I apologize for not having posted recently. I have been very busy reading Plato's Politicus in Greek at an absurd rate, and various other less time consuming classwork. Here I make time for a brief note regarding this article from today's New York Times discussing a lawsuit which names Pope Benedict XVI as a defendant in a conspiracy to cover up a sex abuse case. On the one hand, I am not convinced that what Pope Benedict (or rather Cardinal Ratzinger, as the incidents in question occurred prior to the death of Pope John Paul II) did constitutes a coverup conspiracy, per se, but certainly it wasn't particularly praiseworthy, and the Vatican should have reported the incidents to local authorities as soon as it became aware of them.
This, however, is old news. What is interesting about this case is the controversy regarding the "Holy See" (i.e. the Vatican) as a sovereign state, while at the same time a church. This makes for very complicated questions as to what constitutes exercises in foreign policy versus what violates the Establishment Clause of the First Amendment. The federal government, at the behest of the Vatican Embassy (yes, the Vatican has embassies), has filed a motion to have the case dismissed on the grounds Pope Benedict enjoys diplomatic immunity as sitting head of state of the Holy See. An almost identical motion carried in a lawsuit against Pope John Paul about ten years ago. The lawyer for the plaintiffs, however, is arguing that diplomatic recognition of the Holy See actually violates the Establishment Clause.
The text of the Establishment Clause reads, "Congress shall make no law respecting an establishment of religion, or prohibiting the free exercise thereof." Note the strength of this statement: Congress cannot make a law that has to do with religion; to encourage it, to prohibit it, to treat religious organizations differently from non-religious ones, etc. Laws of Congress cannot talk about religious organizations! Now, I don't know anything about the history of jurisprudence on the subject (well, maybe I know something, but it isn't much), so perhaps I make this overly strong, but at any rate, we should note the difference between this and the "separation of church and state" doctrine so often confidently asserted to be present in the Constitution. According to my reading, which I think is the obvious one, it seems that Congress is also prohibited from saying "no, we won't deal with you because you are a religious organization."

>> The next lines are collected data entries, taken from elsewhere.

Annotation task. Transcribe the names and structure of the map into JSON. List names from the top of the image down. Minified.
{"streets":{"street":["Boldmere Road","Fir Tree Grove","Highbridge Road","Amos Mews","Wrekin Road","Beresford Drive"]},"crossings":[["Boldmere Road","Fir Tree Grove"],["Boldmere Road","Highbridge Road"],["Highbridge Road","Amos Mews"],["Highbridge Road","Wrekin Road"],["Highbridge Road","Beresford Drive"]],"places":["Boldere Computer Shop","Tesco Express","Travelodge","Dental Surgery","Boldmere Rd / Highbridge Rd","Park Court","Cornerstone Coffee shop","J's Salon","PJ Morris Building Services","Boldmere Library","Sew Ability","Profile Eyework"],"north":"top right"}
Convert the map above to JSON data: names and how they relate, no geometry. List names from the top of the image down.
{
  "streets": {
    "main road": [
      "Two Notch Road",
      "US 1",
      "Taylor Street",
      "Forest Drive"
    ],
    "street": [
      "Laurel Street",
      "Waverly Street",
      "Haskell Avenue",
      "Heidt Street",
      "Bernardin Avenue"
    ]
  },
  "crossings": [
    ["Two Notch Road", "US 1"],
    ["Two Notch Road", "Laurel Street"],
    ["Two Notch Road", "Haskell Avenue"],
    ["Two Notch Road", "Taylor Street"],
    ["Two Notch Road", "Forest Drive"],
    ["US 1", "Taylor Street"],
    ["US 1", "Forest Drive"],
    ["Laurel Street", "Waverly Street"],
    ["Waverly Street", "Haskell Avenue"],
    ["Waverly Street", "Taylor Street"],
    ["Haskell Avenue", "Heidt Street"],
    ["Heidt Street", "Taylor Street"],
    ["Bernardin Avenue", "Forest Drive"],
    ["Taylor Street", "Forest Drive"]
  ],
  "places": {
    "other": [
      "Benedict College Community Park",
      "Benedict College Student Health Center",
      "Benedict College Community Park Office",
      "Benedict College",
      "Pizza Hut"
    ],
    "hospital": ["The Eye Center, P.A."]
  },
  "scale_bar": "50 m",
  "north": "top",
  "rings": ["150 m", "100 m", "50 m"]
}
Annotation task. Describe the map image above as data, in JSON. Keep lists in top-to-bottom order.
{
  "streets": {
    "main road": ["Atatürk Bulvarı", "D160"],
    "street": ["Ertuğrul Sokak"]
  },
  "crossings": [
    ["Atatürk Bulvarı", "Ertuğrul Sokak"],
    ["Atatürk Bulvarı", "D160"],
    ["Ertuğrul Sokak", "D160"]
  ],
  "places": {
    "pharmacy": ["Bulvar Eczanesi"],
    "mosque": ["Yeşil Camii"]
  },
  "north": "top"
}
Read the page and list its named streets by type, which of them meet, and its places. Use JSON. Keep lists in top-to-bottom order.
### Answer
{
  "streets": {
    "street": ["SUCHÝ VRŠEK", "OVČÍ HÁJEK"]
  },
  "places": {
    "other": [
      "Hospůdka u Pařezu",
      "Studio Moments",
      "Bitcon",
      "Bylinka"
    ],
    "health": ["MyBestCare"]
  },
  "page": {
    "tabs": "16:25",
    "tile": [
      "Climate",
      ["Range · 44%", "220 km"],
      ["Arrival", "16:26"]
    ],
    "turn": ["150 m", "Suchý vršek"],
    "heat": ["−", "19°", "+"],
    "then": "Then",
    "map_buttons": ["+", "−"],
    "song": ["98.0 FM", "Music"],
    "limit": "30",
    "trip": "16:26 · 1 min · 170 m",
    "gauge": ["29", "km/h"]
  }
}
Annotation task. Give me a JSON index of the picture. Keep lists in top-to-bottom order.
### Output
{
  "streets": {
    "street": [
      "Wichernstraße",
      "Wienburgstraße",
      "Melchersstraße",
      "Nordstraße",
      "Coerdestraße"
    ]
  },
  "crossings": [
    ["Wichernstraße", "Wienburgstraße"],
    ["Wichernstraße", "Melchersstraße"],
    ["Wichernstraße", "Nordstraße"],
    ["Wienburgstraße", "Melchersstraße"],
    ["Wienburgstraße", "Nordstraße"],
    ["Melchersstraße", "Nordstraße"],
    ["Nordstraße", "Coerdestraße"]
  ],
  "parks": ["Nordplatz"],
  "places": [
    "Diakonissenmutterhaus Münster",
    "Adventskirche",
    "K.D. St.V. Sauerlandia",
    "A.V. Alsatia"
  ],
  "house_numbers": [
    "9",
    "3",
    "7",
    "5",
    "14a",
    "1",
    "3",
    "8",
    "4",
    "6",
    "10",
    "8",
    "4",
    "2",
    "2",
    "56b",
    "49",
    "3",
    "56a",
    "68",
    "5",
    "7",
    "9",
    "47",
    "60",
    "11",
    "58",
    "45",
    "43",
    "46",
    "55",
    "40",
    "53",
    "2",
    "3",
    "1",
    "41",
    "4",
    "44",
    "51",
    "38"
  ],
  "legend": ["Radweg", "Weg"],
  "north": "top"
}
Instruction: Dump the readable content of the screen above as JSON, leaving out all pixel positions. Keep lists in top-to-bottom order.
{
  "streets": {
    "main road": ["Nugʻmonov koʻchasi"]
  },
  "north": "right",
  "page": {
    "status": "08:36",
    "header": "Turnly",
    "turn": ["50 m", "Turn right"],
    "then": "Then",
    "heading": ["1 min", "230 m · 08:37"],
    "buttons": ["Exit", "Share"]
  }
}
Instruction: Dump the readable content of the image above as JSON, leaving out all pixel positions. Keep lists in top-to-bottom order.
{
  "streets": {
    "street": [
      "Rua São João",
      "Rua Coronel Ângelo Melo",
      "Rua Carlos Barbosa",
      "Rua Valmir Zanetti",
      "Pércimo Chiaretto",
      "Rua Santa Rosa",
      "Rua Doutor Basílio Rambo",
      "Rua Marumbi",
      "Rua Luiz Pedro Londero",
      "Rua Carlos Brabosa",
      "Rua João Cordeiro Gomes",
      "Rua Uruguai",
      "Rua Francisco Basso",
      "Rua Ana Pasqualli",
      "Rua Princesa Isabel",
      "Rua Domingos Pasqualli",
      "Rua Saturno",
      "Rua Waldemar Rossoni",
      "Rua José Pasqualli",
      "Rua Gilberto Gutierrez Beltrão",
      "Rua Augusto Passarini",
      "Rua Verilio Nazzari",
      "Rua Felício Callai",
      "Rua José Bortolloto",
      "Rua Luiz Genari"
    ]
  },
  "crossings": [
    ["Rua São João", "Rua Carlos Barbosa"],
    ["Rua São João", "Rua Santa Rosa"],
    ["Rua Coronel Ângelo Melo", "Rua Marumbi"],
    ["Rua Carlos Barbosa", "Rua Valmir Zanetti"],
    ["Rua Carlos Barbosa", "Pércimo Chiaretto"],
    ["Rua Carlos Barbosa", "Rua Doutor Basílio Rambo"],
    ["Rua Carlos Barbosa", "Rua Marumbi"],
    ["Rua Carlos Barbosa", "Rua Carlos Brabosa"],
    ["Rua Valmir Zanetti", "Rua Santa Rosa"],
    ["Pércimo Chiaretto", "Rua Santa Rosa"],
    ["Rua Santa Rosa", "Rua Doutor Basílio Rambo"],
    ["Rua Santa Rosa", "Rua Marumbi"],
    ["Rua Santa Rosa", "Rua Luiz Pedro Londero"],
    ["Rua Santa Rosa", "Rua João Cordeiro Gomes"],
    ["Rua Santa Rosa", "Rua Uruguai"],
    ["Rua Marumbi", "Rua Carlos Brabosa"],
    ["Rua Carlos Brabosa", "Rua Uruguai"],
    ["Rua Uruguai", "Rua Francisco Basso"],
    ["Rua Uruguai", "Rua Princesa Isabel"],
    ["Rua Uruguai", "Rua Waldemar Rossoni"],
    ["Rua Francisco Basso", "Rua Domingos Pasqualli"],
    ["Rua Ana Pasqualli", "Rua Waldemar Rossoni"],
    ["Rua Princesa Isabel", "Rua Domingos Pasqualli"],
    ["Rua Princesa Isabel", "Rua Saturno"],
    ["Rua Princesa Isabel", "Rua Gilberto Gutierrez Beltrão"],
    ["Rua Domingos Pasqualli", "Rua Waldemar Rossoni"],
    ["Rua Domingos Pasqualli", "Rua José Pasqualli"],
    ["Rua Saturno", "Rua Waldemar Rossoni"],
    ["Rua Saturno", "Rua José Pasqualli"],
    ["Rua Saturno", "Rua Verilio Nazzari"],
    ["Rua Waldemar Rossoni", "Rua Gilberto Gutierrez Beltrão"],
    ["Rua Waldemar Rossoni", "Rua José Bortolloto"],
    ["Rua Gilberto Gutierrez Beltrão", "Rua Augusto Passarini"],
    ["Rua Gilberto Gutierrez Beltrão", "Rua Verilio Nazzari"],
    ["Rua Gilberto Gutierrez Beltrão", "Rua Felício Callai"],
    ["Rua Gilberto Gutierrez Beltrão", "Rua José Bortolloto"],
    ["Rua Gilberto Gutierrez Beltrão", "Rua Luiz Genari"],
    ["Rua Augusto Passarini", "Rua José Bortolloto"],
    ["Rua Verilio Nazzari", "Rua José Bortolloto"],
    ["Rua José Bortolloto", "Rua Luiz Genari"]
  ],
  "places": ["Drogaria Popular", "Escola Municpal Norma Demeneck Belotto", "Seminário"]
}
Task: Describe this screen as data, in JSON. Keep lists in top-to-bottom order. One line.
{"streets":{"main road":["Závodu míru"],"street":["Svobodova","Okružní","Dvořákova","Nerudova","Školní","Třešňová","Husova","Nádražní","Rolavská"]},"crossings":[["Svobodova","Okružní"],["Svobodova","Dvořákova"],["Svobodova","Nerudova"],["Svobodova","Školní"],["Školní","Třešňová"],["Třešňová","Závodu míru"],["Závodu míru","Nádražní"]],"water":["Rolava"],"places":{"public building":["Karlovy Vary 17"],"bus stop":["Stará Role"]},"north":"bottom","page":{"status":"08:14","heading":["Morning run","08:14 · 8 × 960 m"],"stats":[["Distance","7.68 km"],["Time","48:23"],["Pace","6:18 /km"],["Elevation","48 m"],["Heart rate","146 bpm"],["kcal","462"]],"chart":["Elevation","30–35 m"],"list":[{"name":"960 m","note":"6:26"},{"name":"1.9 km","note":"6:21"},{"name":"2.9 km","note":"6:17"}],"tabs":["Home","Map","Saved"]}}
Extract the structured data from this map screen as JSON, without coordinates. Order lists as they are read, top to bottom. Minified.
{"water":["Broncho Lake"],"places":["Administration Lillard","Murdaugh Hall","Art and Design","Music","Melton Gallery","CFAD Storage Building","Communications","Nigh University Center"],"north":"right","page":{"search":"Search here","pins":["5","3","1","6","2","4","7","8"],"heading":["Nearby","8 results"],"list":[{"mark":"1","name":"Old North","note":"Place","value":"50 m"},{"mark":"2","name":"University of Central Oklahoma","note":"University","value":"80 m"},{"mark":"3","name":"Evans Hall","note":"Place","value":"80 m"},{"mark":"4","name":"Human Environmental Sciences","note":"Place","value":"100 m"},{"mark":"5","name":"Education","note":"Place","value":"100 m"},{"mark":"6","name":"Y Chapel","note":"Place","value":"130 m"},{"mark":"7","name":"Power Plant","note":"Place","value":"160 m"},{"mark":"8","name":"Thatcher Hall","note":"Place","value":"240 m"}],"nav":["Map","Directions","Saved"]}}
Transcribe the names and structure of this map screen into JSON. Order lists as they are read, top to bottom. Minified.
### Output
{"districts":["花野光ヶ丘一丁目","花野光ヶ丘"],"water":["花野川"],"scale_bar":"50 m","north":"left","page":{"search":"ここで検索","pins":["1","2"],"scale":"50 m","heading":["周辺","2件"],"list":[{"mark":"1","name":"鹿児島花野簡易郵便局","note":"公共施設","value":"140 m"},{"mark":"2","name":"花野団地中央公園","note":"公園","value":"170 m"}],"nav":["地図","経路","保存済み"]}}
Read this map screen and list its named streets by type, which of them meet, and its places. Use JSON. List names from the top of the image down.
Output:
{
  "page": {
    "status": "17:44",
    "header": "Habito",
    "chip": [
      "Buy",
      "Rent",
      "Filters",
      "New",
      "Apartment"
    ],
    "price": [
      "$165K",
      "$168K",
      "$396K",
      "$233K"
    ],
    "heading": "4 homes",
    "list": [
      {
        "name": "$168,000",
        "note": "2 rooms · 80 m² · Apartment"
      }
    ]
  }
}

Now, as to diplomatic recognition: the issue remains complicated. Does recognizing a country diplomatically amount to making a law "respecting" it? If so, then it would seem that since the Vatican is also an "establishment of religion," in addition to being a nation, we are prohibited from diplomatic dealings with it. Certainly Congress could not pass a treaty with the Vatican. However, as I understand it, Congress does not pass individual laws recognizing or not recognizing individual countries. Rather, this is handled by the executive branch (specifically the State Department). If this is the case, then Congress would be prohibited from making a law that singled out the Vatican from other nations, whether it did so positively or negatively. The Vatican would have to be treated the same as any other nation. I suspect that this latter interpretation is closer to correct, and in fact is very similar to a series of court rulings regarding religious student groups in public schools (the courts have consistently ruled that such groups must be treated identically with other student groups, including in matters of funding and facilities reservations).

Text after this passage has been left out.